Yin Immersion Special Guest: Hiroko Demichelis, RCC

For our last day of the Fall Yin Immersion Series, we had a special guest join us: Hiroko Demichelis, RCC (Registered Clinical Counsellor)! She is also a certified expert in the use of neurofeedback and biofeedback through the BCIA. The intent of her clinic, Vancouver Brain Lab, is to integrate her interventions which are the most innovative techniques that can speed up and facilitate the healing process. 

We asked Hiroko to tell us a little more about herself and what inspired her to get into this field.

I am a brain electrician, or a neuro-counsellor, or a tech-based positive psychologist. Let me explain you what that means.

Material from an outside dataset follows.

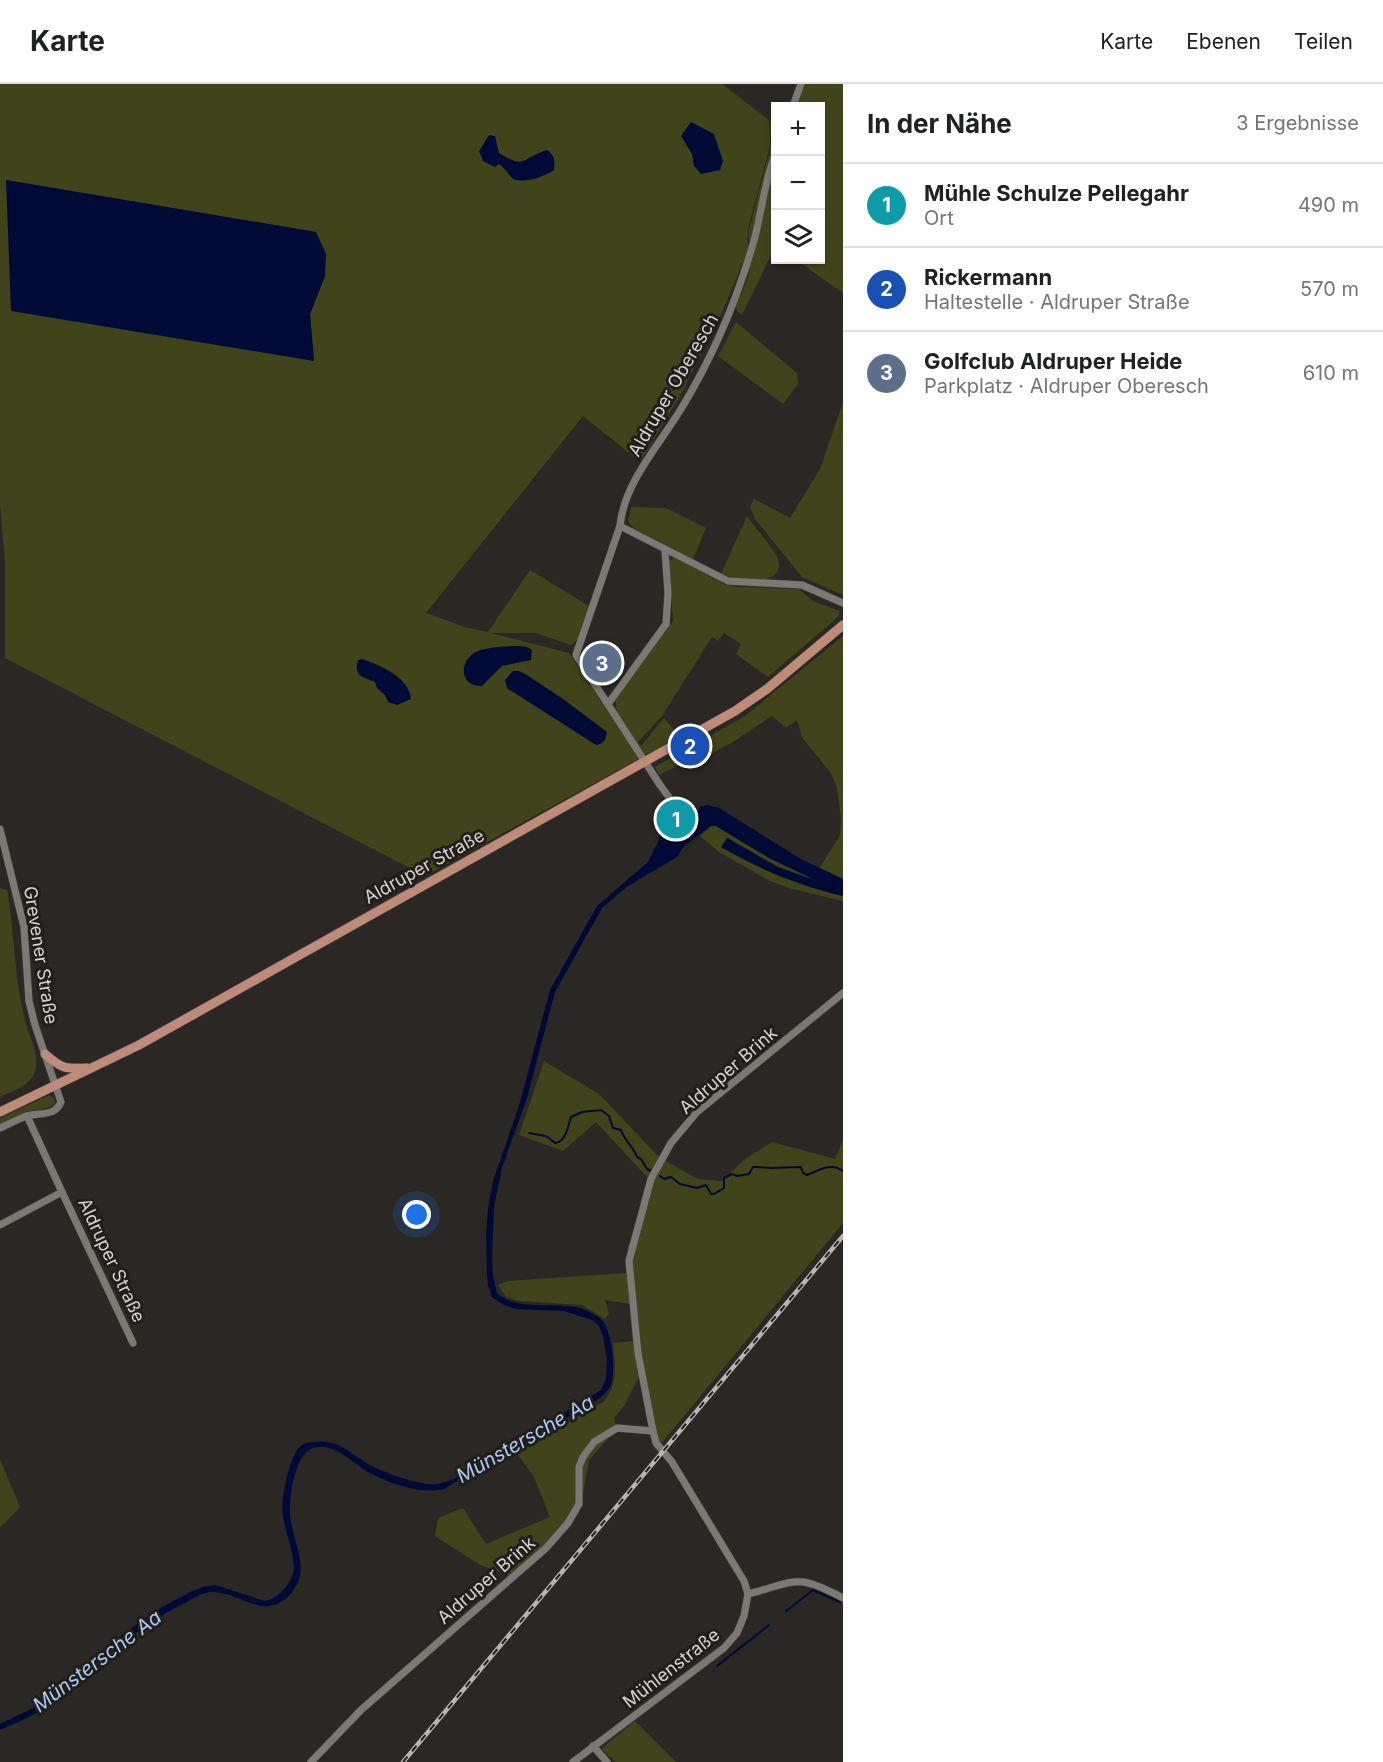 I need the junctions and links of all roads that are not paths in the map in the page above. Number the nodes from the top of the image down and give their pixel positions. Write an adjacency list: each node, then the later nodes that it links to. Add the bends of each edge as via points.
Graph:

In order to explain what it means to call myself a brain electrician, I shall give a little bit of personal history: 

One day, my dad who is an extravagant, super smart guy, and also a world famous sports psychologist, told me something that made me very angry. He said: “Hiroko, emotions can be measured”. At that time, more than 15 years ago, this sounded outrageous to me, a romantic, passionate, Italian fashion lover. Emotions are volatile, and poetic, ethereal. Bliss is bliss, and anger is when you have to throw stuff at your boyfriend or scream at him.

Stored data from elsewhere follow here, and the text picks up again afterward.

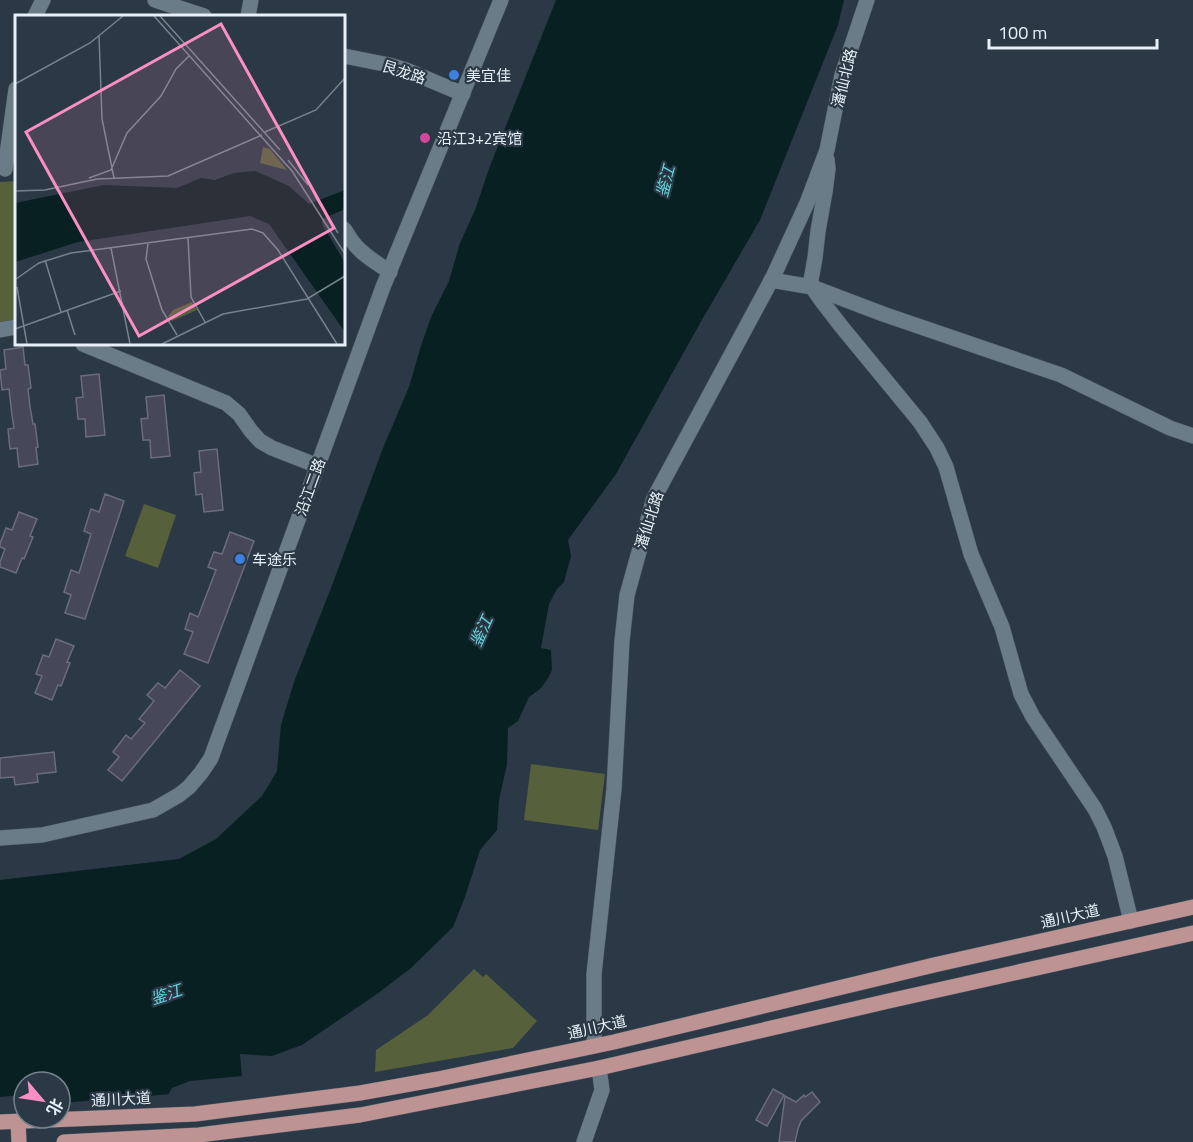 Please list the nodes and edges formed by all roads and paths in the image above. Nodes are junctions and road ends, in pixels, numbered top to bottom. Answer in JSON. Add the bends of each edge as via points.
{"nodes":[{"id":1,"x":43,"y":0,"type":"edge"},
{"id":2,"x":251,"y":0,"type":"edge"},
{"id":3,"x":501,"y":0,"type":"edge"},
{"id":4,"x":867,"y":0,"type":"edge"},
{"id":5,"x":163,"y":7,"type":"edge"},
{"id":6,"x":36,"y":15,"type":"edge"},
{"id":7,"x":199,"y":15,"type":"edge"},
{"id":8,"x":248,"y":15,"type":"edge"},
{"id":9,"x":345,"y":56,"type":"edge"},
{"id":10,"x":463,"y":94,"type":"junction"},
{"id":11,"x":15,"y":98,"type":"edge"},
{"id":12,"x":827,"y":150,"type":"junction"},
{"id":13,"x":7,"y":169,"type":"edge"},
{"id":14,"x":345,"y":231,"type":"edge"},
{"id":15,"x":390,"y":272,"type":"junction"},
{"id":16,"x":771,"y":280,"type":"junction"},
{"id":17,"x":812,"y":287,"type":"junction"},
{"id":18,"x":15,"y":327,"type":"edge"},
{"id":19,"x":0,"y":330,"type":"edge"},
{"id":20,"x":85,"y":345,"type":"edge"},
{"id":21,"x":1193,"y":436,"type":"edge"},
{"id":22,"x":318,"y":466,"type":"junction"},
{"id":23,"x":0,"y":838,"type":"edge"},
{"id":24,"x":1193,"y":907,"type":"edge"},
{"id":25,"x":1131,"y":921,"type":"junction"},
{"id":26,"x":1193,"y":933,"type":"edge"},
{"id":27,"x":594,"y":1046,"type":"junction"},
{"id":28,"x":599,"y":1068,"type":"junction"},
{"id":29,"x":72,"y":1120,"type":"edge"},
{"id":30,"x":64,"y":1142,"type":"edge"},
{"id":31,"x":584,"y":1142,"type":"edge"}],
"edges":[{"from":1,"to":6,"type":"street"},
{"from":2,"to":8,"type":"street"},
{"from":3,"to":10,"type":"street","name":"沿江二路"},
{"from":4,"to":12,"type":"street","name":"潘仙北路","via":[[842,75]]},
{"from":5,"to":7,"type":"street"},
{"from":9,"to":10,"type":"street","name":"艮龙路","via":[[406,70]]},
{"from":10,"to":15,"type":"street","name":"沿江二路"},
{"from":11,"to":13,"type":"street"},
{"from":12,"to":16,"type":"street","name":"潘仙北路"},
{"from":12,"to":17,"type":"street","via":[[828,169]]},
{"from":14,"to":15,"type":"street","via":[[351,241]]},
{"from":15,"to":22,"type":"street","name":"沿江二路"},
{"from":16,"to":17,"type":"street"},
{"from":16,"to":27,"type":"street","name":"潘仙北路","via":[[654,498],[627,596],[614,789],[594,974]]},
{"from":17,"to":21,"type":"street","via":[[1061,375]]},
{"from":17,"to":25,"type":"street","via":[[937,448],[971,554],[1002,627],[1021,694],[1095,809],[1114,856]]},
{"from":18,"to":19,"type":"street"},
{"from":20,"to":22,"type":"street","via":[[226,403],[261,441]]},
{"from":22,"to":23,"type":"street","name":"沿江二路","via":[[211,758],[201,773],[179,795],[153,810],[42,835]]},
{"from":24,"to":25,"type":"main road","name":"通川大道"},
{"from":25,"to":27,"type":"main road","name":"通川大道"},
{"from":26,"to":28,"type":"main road"},
{"from":27,"to":29,"type":"main road","name":"通川大道","via":[[360,1093],[195,1114]]},
{"from":28,"to":30,"type":"main road","via":[[360,1115],[199,1135]]},
{"from":28,"to":31,"type":"street","via":[[602,1090]]}]}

Well, all of that, I discovered later, is measurable.

And so how can you measure emotions? I spent the past few years figuring out how. And I discovered some beautiful and interesting things. Let me tell you three of them:

  1. The brain is a beautiful organ. It is an electro-chemical organ, and with some sensors and a device called electroencephalograph (EEG), you can record its activity. Then, with some smart software, and running clever statistics, you can figure out many interesting things: you can tell if that person is focused, if she is angry, if she has been traumatized, if she can sleep well, if she is at ease or not.
  2. The body is a beautiful system. And again, with some other different sensors you can measure things like heart rate variability, breathing, muscle tension, temperature, peripheral sweat. And why would you want to do that? Because again that is valuable information of what the brain is communicating to the body. Is the brain scared, and therefore asking the body to get ready to fight, to fly or to freeze? Or is the brain blissful and calm, and it’s commanding the heart to slow down, the blood vessels to open up to receive good oxygenated blood, the muscles to flex and relax?
  3. All of this information can be added to the practice of what a counselor does. And I decided to do so. A counselor counsels, informs and guides. So how fantastic, precious and useful to inform your client about her own inner systems, and about how the brain communicates to the body, giving a “neuropsychophysiological” explanation of how we function and feel, and how mental states work.

I am so glad to say that my father was absolutely right, and now I know why.